Сам же титан, вечная жертва своих страстей, по-прежнему бросается из одной схватки в другую, преодолевает новые препятствия, новые трудности в другой стране с более древней историей, но не может обрести покоя, не может достичь истинного познания жизни. Только алчность – алчность и жадное любопытство толкают его вперед. Деньги, деньги, деньги! Снова гигантские авантюры, снова борьба за их осуществление. Снова прежняя беспокойная жажда ощущений и новизны, которую ему никогда не утолить до конца. В Дрездене – дворец для некоей дамы, в Риме – еще один, для другой. В Лондоне – третий дворец, для его возлюбленной Беренис, чья красота не перестает прельщать его. Двум женщинам непоправимо исковеркана жизнь, десятки других жертв оплакивают свою с ним встречу. Сама Беренис все еще ослепительно хороша, но сердце ее увяло; ей нечем вознаградить себя за бесплодно растраченную юность.

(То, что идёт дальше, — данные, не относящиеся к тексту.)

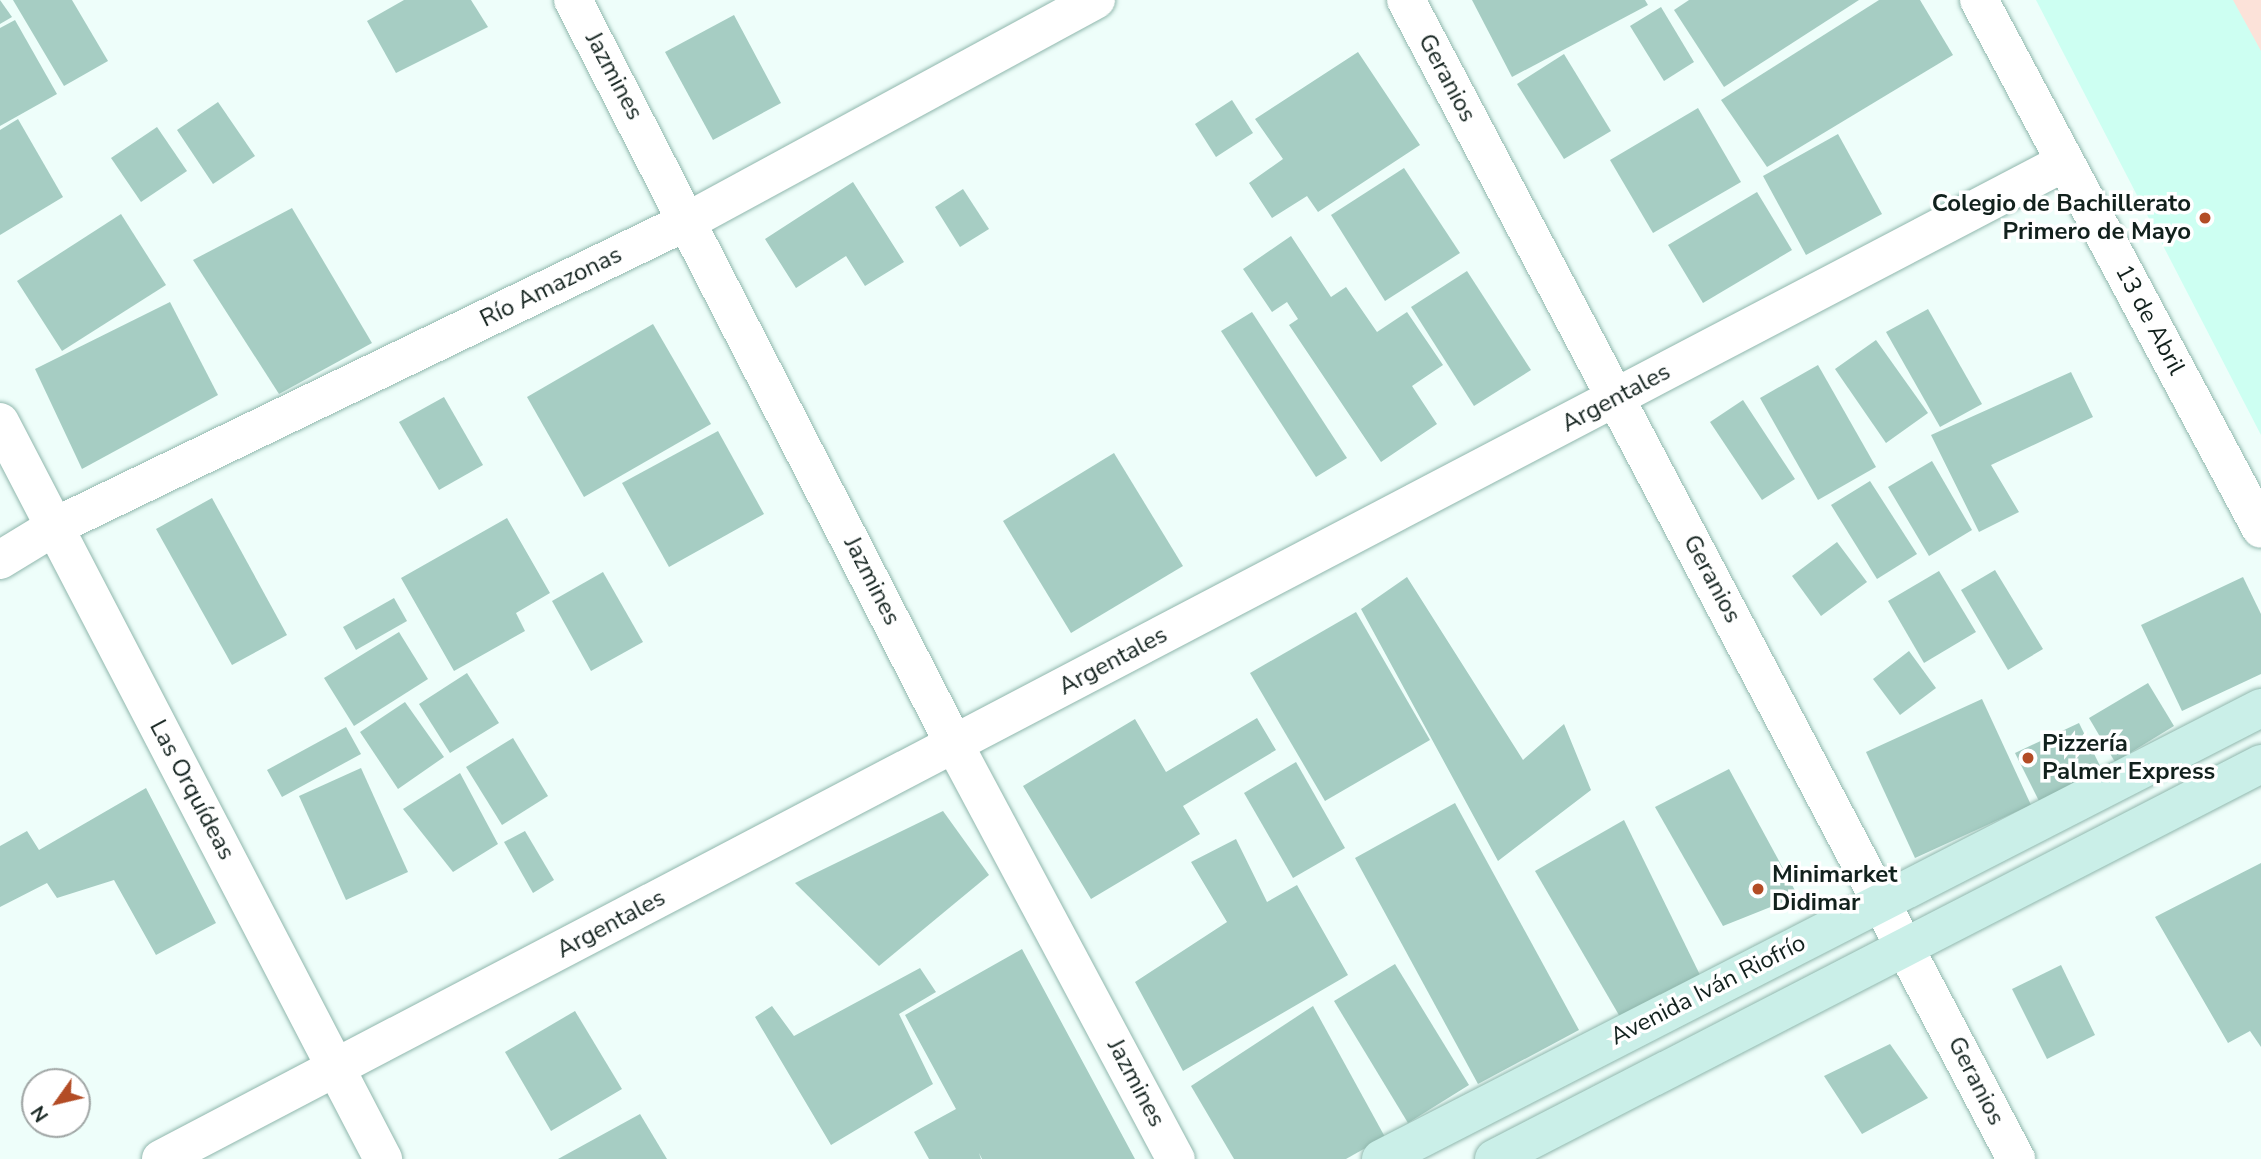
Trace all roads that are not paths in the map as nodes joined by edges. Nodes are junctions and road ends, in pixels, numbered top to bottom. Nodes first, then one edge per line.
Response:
1 (573, 0) edge
2 (1096, 0) edge
3 (1405, 0) edge
4 (1979, 0) edge
5 (2065, 162) junction
6 (690, 220) junction
7 (1616, 398) junction
8 (0, 422) edge
9 (54, 527) junction
10 (2261, 529) edge
11 (0, 560) edge
12 (2261, 708) edge
13 (954, 744) junction
14 (2261, 765) edge
15 (1882, 901) junction
16 (1905, 945) junction
17 (336, 1068) junction
18 (161, 1159) edge
19 (383, 1159) edge
20 (1176, 1159) edge
21 (1381, 1159) edge
22 (1494, 1159) edge
23 (2016, 1159) edge

1 - 6 street, Jazmines
2 - 6 street, Río Amazonas
3 - 7 street, Geranios
4 - 5 street, 13 de Abril
5 - 7 street, Argentales
5 - 10 street, 13 de Abril
6 - 9 street, Río Amazonas
6 - 13 street, Jazmines
7 - 13 street, Argentales
7 - 15 street, Geranios
8 - 9 street, Las Orquídeas
9 - 11 street, Río Amazonas
9 - 17 street, Las Orquídeas
12 - 15 main road, Avenida Iván Riofrío
13 - 17 street, Argentales
13 - 20 street, Jazmines
14 - 16 main road, Avenida Iván Riofrío
15 - 16 street, Geranios
15 - 21 main road, Avenida Iván Riofrío
16 - 22 main road, Avenida Iván Riofrío
16 - 23 street, Geranios
17 - 18 street, Argentales
17 - 19 street, Las Orquídeas

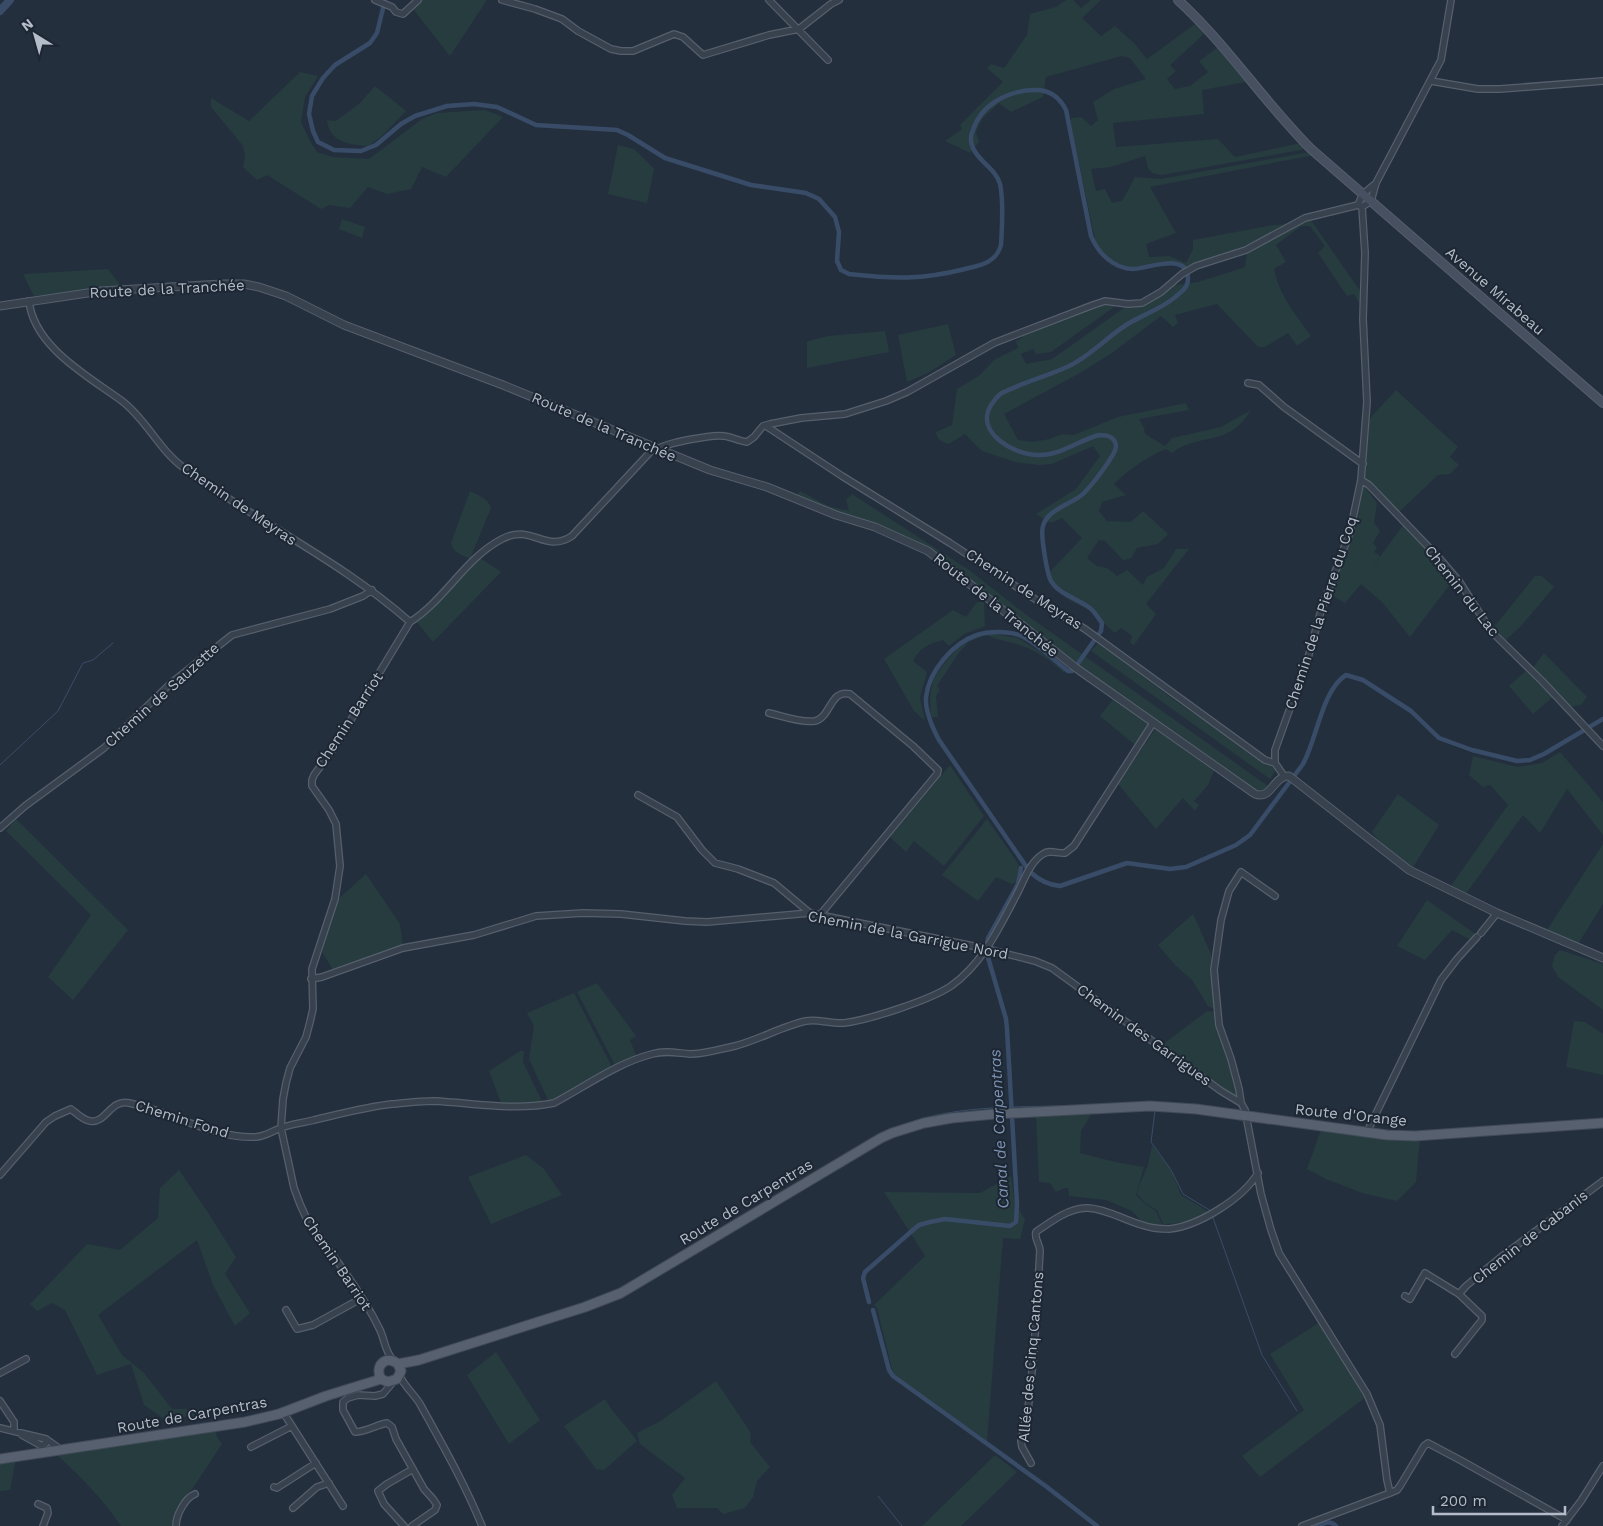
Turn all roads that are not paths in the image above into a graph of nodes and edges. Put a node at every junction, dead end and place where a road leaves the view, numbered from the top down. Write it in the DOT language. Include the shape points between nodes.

А он и мирится с этим и нет – любя, сомневаясь, сочувствуя, – околдованный этой женщиной, первой и единственной, которой он не может противостоять.

Подводя итог, что же нам сказать о жизни? «Покоя, покоя, отдохновения…»? Решим ли мы упорно бороться за то равновесие, которое, как мы знаем, должно наступить и – будем мы бороться за него, или нет – все равно наступит, чтобы сильный не мог стать слишком сильным и слабый слишком слабым? Или, быть может, пресытившись тусклой обыденщиной, скажем: «Хватит. Мы хотим достичь или умереть!» И умрем? Или будем жить?

Каждый действует согласно своему темпераменту, которым он не сам себя наделил и потому не всегда умеет им управлять и которым не всегда умеют за него управлять другие. Кто указывает нам путь, то вознося нас к ослепительным вершинам славы и почестей, то ломая, калеча, наделяя темной, отталкивающей, противоречивой или трагической судьбой? Душа, что внутри нас? А чье же она порождение? Бога?

Во мраке неведомого зреют зародыши бесконечных горестей… и бесконечных радостей. Можешь ты обратить пламенем стены Трои? Что предопределило плач Андромахи? На каком ведьмовском шабаше решилась участь Гамлета? И почему вещие сестры предрекли гибель кровавому шотландцу?

Кипи, котел! Шипи! Бурли!

Огонь, гори! Вари! Вари!

Во мраке неведомого зреют зародыши бесконечных горестей… и бесконечных радостей. Можешь ты обратить свой взор к восходящему солнцу? Тогда радуйся. И если в конце концов оно ослепит тебя – все равно радуйся! Ибо ты жил.